[What you are asked to do]:
Every line below that holds the string "ANNIVERSARY" should be copied.

Collected data entries:
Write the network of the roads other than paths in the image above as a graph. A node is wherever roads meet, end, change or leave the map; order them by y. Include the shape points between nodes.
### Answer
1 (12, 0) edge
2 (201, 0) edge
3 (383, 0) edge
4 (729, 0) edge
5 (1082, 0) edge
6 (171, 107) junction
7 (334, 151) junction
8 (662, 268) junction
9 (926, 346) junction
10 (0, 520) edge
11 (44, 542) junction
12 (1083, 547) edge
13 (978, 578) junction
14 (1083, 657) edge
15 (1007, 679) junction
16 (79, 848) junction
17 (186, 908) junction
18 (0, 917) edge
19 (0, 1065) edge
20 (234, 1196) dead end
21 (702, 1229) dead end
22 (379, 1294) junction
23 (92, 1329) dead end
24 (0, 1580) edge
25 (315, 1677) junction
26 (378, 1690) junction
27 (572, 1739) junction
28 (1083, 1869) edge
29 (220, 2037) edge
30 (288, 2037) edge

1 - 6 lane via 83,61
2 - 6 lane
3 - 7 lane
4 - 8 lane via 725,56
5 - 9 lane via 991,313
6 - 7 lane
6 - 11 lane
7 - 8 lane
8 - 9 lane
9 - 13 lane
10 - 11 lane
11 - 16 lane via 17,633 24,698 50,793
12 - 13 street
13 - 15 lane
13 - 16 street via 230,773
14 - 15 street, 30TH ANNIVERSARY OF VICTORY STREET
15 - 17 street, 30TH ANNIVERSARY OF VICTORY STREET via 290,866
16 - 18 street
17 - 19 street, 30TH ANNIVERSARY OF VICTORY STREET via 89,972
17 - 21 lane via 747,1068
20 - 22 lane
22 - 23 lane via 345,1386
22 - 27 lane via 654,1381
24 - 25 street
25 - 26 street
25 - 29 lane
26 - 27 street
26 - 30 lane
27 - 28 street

[Written response]:
14 - 15 street, 30TH ANNIVERSARY OF VICTORY STREET
15 - 17 street, 30TH ANNIVERSARY OF VICTORY STREET via 290,866
17 - 19 street, 30TH ANNIVERSARY OF VICTORY STREET via 89,972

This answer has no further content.